Over the counter moisturizing creams or exfoliants may help. Other treatments (available by prescription) which have been found helpful include LacHydrin cream, topical steroids, as well as topical retinoids (such as Retin-A (tretinoin.))

If these treatments are not effective, laser (pulsed dye laser) therapy is effective. Photopneumatic therapy is also being evaluated.

While little research has been done, some people feel that food allergies may play some role in the development of keratosis pilaris, and those who are interested may wish to try an elimination diet to evaluate this possibility.

Coping with Keratosis Pilaris

Several "non-medication" approaches may help improve the appearance of keratosis pilaris as well. These include:

  • Avoiding scratching or picking at the rash
  • Avoiding hot water showers (using lukewarm water instead)
  • Using a moisturizer regularly
  • Increasing the humidity in your home

Prognosis of Keratosis Pilaris

Keratosis pilaris usually goes away as a child ages or whenever the situation which led to the rash resolves. Unlike some skin rashes, it is rare that a secondary infection would develop and scarring does not usually occur.
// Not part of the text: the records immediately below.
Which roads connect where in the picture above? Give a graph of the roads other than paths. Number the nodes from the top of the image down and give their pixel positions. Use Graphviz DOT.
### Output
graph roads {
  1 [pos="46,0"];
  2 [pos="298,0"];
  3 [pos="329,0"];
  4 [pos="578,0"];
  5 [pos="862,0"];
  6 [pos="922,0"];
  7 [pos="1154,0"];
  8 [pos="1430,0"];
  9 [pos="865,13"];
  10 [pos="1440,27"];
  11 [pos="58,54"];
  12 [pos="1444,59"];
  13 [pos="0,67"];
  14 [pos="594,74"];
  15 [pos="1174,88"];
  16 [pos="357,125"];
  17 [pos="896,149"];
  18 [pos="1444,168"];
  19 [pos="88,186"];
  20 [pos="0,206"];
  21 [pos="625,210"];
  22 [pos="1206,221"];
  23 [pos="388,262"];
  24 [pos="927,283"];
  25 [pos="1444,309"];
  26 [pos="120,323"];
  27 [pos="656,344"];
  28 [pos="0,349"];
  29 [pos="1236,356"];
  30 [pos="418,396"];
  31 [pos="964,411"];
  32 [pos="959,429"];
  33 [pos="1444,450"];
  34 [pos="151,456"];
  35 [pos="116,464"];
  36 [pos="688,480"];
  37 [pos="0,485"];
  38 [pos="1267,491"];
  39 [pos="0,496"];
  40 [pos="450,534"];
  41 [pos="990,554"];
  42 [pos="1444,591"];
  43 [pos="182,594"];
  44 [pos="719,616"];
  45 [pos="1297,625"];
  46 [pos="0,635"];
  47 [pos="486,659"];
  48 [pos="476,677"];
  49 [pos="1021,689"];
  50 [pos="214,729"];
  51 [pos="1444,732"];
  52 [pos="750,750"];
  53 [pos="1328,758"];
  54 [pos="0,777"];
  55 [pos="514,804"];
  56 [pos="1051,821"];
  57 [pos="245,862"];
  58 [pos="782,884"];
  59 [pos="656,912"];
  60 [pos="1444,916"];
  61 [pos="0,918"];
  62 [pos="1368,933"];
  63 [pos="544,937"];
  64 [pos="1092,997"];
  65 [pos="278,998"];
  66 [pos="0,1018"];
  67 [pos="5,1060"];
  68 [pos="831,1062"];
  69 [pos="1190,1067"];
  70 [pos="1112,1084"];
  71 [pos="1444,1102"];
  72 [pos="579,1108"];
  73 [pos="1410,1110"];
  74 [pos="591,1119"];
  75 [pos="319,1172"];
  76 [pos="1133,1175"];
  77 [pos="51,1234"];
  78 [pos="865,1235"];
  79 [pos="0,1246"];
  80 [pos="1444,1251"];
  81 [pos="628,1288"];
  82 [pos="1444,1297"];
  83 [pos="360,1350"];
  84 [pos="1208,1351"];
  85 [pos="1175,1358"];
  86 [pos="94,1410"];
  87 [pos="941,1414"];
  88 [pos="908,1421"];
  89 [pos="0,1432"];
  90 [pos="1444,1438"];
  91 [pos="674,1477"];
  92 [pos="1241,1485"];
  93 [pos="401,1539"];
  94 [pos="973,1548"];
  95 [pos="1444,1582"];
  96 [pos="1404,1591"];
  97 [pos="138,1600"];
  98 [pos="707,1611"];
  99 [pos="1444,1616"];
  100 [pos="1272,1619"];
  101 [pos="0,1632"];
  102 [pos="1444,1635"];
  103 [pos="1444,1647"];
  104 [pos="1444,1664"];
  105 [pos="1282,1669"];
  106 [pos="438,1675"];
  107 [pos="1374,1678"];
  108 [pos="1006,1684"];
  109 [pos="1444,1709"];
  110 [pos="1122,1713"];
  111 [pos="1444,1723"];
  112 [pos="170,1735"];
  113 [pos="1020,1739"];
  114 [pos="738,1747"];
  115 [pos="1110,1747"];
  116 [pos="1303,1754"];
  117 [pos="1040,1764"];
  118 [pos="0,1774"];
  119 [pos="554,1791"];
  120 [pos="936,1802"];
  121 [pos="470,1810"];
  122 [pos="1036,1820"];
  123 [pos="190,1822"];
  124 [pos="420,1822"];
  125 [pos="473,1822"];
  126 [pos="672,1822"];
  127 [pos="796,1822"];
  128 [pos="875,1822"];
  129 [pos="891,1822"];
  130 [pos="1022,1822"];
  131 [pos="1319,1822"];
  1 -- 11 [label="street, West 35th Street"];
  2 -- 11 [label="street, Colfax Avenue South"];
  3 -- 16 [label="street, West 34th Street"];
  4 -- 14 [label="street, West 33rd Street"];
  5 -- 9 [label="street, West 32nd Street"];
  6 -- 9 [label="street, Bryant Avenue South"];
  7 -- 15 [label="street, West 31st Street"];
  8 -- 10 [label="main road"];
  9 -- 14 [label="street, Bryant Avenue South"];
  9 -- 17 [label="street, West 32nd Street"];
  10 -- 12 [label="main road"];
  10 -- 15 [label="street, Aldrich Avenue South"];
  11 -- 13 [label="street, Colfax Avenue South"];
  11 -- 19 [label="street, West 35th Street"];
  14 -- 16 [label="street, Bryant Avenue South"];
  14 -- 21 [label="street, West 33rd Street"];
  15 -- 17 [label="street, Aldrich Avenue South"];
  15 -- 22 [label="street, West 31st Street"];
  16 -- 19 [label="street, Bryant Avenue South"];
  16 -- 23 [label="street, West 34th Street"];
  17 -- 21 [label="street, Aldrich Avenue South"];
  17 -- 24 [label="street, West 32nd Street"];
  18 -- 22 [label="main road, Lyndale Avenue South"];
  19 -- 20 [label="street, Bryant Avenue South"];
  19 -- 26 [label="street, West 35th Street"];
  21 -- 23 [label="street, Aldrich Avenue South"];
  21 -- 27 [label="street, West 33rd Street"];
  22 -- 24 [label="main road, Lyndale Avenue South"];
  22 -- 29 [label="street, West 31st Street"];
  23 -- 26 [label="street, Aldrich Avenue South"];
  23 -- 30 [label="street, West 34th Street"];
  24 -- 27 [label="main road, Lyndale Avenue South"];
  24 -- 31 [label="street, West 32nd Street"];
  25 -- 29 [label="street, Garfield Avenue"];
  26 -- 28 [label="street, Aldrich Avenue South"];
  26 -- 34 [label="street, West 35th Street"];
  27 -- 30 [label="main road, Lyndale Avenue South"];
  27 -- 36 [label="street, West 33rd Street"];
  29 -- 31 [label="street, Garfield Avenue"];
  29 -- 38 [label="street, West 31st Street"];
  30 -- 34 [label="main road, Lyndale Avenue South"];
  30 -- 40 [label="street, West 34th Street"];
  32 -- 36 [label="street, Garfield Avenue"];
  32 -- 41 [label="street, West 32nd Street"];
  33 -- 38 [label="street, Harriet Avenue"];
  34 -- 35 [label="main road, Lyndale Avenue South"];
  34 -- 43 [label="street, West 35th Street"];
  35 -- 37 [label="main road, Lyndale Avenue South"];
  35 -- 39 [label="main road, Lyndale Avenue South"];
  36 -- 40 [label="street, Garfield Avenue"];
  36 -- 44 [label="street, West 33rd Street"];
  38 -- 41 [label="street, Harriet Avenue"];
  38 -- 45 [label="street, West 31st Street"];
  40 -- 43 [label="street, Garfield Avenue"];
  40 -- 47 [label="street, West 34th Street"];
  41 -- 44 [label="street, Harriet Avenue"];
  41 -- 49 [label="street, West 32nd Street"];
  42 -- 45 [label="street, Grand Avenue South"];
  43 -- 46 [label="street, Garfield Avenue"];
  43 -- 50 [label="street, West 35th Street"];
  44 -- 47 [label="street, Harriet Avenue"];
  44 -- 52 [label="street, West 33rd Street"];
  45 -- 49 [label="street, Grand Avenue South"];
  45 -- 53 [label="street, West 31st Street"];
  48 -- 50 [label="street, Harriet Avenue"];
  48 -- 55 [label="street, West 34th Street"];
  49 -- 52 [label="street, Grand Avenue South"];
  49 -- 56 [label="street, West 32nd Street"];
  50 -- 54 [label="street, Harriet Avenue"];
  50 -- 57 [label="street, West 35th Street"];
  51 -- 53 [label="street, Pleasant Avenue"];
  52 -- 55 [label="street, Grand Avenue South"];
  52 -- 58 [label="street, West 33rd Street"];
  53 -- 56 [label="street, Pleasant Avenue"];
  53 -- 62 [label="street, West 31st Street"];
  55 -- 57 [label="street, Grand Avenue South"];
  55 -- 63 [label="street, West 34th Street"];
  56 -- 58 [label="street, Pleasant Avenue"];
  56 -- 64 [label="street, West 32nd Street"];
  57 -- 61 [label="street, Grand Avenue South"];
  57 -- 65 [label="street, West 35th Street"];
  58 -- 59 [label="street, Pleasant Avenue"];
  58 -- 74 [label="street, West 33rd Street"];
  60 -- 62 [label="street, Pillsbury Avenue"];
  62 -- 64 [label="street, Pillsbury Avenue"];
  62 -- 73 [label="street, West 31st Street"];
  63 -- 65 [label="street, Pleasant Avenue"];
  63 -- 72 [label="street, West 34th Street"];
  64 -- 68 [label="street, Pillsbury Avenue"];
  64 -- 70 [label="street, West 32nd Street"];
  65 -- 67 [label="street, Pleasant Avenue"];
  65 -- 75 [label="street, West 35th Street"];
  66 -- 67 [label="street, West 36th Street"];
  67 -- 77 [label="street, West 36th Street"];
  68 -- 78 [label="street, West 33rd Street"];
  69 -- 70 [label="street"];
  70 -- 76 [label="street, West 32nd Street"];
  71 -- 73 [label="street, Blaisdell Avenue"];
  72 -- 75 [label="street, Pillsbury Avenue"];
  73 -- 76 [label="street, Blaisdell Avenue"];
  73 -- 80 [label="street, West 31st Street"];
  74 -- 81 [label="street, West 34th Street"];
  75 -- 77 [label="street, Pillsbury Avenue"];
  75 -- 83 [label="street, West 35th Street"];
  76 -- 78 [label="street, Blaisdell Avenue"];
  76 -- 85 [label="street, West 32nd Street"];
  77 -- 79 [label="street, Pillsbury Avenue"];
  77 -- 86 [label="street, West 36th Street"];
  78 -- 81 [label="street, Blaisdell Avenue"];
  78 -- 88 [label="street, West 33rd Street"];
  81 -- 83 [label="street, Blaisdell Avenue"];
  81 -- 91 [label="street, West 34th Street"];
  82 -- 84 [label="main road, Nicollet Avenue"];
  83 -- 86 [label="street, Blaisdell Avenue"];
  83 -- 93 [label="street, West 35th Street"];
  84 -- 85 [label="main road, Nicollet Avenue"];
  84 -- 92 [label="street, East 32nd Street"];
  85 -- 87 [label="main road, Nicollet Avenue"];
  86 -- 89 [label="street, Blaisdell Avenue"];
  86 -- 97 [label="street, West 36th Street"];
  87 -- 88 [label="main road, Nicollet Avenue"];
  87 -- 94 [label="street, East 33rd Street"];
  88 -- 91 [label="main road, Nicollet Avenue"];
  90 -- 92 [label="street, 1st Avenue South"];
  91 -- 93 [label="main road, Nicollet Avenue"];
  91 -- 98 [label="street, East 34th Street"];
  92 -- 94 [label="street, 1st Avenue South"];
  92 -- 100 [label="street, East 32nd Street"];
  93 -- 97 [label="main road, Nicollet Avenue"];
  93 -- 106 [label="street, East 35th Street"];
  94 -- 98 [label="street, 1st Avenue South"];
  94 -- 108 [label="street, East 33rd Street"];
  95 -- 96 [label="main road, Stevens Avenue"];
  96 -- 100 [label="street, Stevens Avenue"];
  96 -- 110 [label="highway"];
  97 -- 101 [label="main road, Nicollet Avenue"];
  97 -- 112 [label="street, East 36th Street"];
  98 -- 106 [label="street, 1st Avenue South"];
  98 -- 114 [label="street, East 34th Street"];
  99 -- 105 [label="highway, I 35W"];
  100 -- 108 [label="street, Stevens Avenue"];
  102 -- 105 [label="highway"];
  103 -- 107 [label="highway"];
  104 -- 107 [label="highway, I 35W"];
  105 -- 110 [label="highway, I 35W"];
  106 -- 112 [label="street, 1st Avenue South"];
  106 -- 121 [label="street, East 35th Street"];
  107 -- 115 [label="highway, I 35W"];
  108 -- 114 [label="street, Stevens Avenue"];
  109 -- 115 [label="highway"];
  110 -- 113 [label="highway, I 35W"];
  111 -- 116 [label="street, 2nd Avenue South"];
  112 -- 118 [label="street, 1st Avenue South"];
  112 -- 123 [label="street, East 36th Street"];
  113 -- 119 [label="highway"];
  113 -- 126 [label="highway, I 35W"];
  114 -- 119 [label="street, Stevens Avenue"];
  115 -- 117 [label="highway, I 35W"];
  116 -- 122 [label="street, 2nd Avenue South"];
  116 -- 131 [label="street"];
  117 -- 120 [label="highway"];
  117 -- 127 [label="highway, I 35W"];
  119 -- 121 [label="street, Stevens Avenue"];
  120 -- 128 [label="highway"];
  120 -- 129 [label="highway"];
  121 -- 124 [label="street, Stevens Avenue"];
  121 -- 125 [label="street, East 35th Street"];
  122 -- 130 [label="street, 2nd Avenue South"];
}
Bottom Line on Keratosis Pilaris

Keratosis pilaris is a rash which is often hereditary and occurs most commonly in children. The rash itself is not dangerous and usually goes away on its own. If the rash is distressing due to its cosmetic appearance, there are a number of lifestyle and medical approaches which can improve the appearance of the rash.


Hwang, S., and R. Schwartz. Keratosis Pilaris: A Common Follicular Hyperkeratosis. Cutis. 2008. 82(3):177-80.

Ibrahim, O., Khan, M., Bolotin, D. et al. Treatment of Keratosis Pilaris with 810-nm Diode Laser: A Randomized Trial. JAMA Dermatology. 2015. 151(2):187-91.

Schoch, J., Tollefson, M., Witman, P., and D. Davis. Successful Treatment of Keratosis Pilaris Rubra with Pulsed Dye Laser. Pediatric Dermatology. 2016. 33(4):443-6.

Zhu, J., Lu, Z., and M. Zheng. Unilateral Generalized Keratosis Pilaris Following Pregnancy. Cutis. 2014. 94(4):203-5.